[AVAILABLE DATA — start]
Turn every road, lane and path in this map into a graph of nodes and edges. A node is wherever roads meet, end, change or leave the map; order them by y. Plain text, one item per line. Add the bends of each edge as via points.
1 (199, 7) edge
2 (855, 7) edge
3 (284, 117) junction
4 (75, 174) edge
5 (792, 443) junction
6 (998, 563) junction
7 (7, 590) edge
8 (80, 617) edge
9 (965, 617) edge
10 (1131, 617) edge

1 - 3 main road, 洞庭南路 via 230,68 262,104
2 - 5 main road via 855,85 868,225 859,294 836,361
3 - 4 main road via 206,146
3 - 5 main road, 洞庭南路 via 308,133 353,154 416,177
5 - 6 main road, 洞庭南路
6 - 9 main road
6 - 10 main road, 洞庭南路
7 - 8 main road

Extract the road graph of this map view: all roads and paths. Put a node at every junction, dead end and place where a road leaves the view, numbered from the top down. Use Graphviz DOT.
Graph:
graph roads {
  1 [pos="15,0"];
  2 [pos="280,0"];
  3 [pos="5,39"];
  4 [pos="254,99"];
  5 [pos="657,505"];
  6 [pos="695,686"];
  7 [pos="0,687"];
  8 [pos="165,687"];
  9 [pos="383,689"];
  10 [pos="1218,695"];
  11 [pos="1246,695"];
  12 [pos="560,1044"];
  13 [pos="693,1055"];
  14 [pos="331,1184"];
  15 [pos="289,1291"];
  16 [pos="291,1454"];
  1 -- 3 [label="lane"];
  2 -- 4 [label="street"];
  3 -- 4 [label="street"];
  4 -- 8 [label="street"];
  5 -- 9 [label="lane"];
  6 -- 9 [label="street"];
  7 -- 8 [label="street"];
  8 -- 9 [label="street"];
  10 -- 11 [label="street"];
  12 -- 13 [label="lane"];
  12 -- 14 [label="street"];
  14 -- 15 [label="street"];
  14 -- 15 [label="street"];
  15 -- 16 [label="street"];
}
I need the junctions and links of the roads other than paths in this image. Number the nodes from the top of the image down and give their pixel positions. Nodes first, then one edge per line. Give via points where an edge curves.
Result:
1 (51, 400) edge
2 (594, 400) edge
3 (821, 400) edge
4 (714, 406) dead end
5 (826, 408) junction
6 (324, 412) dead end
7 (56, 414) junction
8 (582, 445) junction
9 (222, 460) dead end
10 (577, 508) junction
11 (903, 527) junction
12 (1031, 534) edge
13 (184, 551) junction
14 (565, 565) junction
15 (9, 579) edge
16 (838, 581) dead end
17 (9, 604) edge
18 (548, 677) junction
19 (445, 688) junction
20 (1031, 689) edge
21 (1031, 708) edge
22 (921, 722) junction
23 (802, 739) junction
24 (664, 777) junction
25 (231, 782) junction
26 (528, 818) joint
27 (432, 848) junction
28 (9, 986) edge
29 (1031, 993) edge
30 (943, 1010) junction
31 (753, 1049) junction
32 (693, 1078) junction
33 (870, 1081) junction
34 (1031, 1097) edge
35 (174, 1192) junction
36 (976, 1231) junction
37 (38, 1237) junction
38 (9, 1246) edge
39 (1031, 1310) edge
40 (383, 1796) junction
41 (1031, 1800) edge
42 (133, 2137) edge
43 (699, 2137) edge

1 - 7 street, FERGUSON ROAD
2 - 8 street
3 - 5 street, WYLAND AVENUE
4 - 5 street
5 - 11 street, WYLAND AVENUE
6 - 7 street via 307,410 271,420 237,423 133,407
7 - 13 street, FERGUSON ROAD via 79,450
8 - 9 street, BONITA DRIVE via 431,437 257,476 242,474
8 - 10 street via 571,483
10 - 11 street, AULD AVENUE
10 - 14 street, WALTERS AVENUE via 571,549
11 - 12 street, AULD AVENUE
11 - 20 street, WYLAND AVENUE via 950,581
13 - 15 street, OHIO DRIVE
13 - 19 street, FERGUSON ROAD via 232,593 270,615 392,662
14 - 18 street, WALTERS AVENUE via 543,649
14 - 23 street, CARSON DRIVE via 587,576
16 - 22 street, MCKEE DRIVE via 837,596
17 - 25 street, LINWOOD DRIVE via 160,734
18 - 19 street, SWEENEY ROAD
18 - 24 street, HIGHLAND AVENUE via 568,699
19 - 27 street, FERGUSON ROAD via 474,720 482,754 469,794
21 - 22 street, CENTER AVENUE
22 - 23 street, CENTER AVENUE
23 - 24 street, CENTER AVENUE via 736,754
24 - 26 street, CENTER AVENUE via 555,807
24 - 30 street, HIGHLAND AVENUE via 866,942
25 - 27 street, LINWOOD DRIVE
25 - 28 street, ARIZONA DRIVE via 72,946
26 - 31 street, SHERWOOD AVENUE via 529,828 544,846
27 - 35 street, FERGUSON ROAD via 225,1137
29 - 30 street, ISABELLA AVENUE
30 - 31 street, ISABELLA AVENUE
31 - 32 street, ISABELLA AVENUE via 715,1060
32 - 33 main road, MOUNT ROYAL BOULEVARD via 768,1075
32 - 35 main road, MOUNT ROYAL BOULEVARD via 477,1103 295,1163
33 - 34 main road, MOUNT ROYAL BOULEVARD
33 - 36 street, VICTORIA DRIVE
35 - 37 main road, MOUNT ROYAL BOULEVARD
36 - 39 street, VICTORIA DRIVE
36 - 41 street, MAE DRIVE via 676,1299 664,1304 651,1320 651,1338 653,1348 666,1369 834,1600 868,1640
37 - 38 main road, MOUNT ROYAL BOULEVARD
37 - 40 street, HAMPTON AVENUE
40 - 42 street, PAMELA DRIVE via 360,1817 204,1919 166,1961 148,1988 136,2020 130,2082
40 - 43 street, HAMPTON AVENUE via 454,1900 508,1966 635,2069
[AVAILABLE DATA — finish]
BRIEF ::
Search the records for lines holding the word "AULD", then copy each line you find.

REPLY ::
10 - 11 street, AULD AVENUE
11 - 12 street, AULD AVENUE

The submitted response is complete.